I agree with this review. I recently purchased a used 14" Jet bandsaw and proceeded to upgrade it, including modifying the tension adjustment knob. The Carter option for quick-release was tempting but the price just did not make sense for my level of use. I also found the Big Horn crank on Amazon and ordered it. I am VERY happy with it…but of course don't always remember to either release or tighten the tension (can't blame the tool for the handler). One review I read on this crank said that it bent the first time he used it. I can see where this might happen but you just need to treat it with a little care and use your noodle when you use it.
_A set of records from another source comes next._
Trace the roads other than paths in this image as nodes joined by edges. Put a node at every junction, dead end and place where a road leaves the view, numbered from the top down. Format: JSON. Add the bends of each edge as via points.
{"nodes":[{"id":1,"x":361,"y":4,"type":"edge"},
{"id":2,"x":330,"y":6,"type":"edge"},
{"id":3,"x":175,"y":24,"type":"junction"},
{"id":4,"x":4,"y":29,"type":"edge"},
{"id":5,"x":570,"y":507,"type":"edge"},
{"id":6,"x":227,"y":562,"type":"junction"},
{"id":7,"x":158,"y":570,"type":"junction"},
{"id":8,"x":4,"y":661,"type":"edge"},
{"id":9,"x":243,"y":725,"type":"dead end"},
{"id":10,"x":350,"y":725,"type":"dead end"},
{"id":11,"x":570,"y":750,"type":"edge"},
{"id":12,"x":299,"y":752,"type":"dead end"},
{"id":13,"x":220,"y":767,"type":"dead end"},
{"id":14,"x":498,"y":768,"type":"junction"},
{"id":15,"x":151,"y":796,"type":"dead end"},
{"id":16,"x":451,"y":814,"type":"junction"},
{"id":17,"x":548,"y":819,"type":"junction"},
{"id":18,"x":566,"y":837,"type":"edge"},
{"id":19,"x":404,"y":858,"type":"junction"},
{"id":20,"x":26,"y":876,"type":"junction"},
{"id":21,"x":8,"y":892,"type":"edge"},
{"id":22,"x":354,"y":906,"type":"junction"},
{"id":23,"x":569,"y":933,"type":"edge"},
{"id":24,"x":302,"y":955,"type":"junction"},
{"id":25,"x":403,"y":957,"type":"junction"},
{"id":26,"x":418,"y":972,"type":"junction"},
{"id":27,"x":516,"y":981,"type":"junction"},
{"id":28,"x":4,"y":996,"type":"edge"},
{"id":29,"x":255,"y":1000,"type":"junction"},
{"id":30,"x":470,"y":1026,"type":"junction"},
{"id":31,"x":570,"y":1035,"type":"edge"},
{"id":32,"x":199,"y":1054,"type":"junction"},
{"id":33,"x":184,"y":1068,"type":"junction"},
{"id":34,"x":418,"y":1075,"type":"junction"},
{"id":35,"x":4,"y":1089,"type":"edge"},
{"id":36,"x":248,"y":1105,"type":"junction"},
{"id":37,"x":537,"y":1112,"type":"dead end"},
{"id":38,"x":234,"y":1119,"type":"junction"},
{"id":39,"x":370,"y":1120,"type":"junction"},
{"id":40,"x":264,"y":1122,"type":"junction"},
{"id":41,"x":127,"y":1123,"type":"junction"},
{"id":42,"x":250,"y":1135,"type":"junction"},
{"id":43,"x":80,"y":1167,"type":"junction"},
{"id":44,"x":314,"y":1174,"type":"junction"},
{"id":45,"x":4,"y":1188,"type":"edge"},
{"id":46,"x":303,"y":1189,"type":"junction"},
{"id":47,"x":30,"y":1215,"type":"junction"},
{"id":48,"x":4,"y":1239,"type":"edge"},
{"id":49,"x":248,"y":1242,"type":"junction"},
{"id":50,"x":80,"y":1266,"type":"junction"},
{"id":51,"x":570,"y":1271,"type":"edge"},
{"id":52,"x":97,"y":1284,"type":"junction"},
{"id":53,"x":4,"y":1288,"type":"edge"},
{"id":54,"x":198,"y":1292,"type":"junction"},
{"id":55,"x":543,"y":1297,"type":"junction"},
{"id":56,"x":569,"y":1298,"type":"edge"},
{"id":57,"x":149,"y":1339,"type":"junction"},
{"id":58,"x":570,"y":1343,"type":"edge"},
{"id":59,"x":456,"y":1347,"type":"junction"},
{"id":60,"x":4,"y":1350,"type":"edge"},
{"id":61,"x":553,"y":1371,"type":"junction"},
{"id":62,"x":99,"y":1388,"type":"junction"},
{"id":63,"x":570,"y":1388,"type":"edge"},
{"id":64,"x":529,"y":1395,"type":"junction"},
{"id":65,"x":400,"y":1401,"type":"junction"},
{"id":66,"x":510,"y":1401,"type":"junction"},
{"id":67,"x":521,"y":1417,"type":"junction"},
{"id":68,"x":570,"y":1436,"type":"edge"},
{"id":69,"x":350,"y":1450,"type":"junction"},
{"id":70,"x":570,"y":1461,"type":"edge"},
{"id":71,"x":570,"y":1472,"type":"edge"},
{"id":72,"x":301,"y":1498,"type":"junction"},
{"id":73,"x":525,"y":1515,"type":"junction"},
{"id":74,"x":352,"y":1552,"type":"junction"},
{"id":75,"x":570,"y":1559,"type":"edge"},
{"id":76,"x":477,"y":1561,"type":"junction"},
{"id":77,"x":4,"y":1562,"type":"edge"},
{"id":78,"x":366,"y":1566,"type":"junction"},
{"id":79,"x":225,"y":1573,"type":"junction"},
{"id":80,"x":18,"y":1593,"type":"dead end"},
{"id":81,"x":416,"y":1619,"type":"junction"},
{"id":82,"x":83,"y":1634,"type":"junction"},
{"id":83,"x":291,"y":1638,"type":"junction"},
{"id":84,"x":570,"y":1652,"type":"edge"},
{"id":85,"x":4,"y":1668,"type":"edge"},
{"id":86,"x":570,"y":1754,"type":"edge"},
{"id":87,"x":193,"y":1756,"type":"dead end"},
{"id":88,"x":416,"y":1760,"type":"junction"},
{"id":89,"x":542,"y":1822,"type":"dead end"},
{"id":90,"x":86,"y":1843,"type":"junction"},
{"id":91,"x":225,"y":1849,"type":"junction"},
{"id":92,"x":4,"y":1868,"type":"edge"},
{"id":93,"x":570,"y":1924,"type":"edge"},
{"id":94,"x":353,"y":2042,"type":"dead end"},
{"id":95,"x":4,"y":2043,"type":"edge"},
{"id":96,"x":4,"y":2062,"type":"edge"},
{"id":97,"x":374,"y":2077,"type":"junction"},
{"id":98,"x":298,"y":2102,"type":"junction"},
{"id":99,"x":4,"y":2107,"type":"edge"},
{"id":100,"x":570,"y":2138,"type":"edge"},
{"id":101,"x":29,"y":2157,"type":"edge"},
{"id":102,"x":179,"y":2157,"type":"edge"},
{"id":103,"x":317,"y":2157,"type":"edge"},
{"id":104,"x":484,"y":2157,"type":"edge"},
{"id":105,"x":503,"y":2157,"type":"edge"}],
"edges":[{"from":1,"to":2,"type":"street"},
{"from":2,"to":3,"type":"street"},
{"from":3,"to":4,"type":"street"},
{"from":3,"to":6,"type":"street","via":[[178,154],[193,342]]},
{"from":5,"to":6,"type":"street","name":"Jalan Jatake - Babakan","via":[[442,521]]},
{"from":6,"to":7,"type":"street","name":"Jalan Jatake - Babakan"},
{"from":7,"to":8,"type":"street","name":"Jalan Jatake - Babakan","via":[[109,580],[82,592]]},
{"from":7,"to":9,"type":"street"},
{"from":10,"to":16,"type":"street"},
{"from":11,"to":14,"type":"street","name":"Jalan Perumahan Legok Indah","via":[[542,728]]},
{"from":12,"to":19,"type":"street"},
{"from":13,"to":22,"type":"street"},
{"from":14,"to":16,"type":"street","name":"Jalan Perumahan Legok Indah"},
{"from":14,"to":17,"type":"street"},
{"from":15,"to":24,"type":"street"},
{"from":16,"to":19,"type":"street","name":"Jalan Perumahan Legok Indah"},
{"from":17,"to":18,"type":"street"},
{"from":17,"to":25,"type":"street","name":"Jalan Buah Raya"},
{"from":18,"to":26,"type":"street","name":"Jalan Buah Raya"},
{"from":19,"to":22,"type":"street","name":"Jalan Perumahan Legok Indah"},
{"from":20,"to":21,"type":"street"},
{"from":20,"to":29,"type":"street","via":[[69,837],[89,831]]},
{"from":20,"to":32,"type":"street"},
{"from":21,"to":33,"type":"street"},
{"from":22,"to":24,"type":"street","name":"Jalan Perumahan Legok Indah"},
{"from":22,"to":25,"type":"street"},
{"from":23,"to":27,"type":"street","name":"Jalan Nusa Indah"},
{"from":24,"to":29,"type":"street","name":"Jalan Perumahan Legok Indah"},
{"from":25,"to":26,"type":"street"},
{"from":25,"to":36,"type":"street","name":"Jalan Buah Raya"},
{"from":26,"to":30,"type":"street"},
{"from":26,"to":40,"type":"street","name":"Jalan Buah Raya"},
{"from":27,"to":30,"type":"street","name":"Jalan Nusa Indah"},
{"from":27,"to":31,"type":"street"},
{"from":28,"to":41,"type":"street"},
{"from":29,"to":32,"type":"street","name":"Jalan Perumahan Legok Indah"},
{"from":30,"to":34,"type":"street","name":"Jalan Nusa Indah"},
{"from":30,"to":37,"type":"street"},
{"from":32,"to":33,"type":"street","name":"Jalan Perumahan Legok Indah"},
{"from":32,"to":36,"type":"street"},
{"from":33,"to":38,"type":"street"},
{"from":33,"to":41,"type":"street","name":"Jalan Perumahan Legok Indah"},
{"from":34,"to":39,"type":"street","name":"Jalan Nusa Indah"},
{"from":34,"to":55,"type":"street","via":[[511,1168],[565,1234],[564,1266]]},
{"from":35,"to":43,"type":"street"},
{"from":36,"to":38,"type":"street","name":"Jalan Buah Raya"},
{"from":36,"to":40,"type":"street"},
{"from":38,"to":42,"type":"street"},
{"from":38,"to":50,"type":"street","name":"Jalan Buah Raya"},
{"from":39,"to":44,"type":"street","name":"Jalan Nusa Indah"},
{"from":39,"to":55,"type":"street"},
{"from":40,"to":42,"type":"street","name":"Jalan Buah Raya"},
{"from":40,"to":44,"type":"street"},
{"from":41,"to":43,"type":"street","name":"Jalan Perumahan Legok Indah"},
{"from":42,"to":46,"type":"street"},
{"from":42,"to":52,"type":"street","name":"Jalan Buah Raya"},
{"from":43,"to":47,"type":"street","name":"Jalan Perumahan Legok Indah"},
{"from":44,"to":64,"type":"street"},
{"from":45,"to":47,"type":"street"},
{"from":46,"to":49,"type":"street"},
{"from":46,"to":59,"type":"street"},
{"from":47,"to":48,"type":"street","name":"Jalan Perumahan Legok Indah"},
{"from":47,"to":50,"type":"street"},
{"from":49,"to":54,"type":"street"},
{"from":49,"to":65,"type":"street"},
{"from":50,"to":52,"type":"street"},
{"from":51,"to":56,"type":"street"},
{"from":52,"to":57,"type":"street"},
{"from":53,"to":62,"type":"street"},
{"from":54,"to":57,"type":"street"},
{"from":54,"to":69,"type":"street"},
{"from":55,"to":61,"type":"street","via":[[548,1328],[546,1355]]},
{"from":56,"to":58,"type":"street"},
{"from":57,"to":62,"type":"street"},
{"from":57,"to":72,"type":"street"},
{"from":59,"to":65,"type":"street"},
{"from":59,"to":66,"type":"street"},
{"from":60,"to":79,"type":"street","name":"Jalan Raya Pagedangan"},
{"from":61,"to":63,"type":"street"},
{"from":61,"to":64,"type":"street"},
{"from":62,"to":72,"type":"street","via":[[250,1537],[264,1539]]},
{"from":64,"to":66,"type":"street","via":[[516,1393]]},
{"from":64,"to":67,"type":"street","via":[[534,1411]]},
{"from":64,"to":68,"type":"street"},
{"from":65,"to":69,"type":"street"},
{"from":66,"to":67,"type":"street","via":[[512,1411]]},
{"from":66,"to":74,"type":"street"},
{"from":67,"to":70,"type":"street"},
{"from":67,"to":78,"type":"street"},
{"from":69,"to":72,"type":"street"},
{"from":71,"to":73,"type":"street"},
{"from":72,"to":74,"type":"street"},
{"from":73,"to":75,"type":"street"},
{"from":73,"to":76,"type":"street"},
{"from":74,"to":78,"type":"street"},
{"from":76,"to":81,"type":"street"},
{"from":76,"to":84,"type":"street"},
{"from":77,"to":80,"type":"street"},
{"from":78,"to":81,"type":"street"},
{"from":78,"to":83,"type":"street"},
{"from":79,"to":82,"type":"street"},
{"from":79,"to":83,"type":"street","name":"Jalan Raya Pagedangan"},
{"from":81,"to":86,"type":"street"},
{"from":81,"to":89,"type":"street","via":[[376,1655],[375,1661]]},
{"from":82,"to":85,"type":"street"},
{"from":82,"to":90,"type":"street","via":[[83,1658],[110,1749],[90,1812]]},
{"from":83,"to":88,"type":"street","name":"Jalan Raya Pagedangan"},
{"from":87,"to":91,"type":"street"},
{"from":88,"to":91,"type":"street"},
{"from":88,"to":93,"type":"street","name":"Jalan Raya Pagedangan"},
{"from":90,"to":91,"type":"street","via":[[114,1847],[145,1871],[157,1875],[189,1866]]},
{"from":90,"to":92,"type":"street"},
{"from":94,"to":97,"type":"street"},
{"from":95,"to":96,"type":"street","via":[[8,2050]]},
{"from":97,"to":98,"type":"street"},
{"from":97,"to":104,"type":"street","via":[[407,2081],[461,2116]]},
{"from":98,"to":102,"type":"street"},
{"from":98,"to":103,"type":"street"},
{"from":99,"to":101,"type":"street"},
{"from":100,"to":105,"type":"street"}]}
For the price, it is a great option for relaxing the tension on the blade when not using it. I now have a little sign by my power switch saying "Blade Tension?". Now if I would just remember to read it.


----------



## knothead

You folks have been lucky! After reading the OP review of this I rushed out and ordered one for my JET 14" saw. It came right away but I didn't have time to install it until this past weekend.

What junk! What I ended up with was a $15.00 plastic hand crank. The threads on the rod were so poorly machined and sloppy they barely worked at all. The "Special" drive nut they included for the Jet saw is so small that it just spins in the tensioning block. USELESS!! Save your money!

You truly do get what you pay for!


----------



## pintodeluxe

Knothead,
Sorry you got a lame one. I hope that is a rare lemon. I installed mine on a Jet 14" Bandsaw, and it worked beautifully. Is it a Big Horn brand?


----------



## woodzy

I jusy found out why everyone is so iinterested in upgrading this part.

I have cheaper version of the Delta and Jet 14" BS. It is sold in Canada under the Preformax brand. Overall its a good machine. It actually comes with a larger motor and identical specs to the otherr two machines. It's basically lacking name recognition. I've never been one to buy a product strickley based on the manufacturer sticker oin the side.

The OEM Tension Screw is a ticking time bomb. Mine n off on me last night just as i was cleaning up for the night. I went to release the tension and it came it came to an unexpected stop. The treads were bent, warped and crossed so bad i still don't know what i did.

I usually wiggle the screw as i realease or add tension to the blade but i've always felt that the parts are not well designed and something was going to go under load.

I am going to look at the two versions that wer were mentioned here are make a descision on which one to go with.

I'll make sure to add my 2 cents after i give it a good run through.

Thanks for the insight.


----------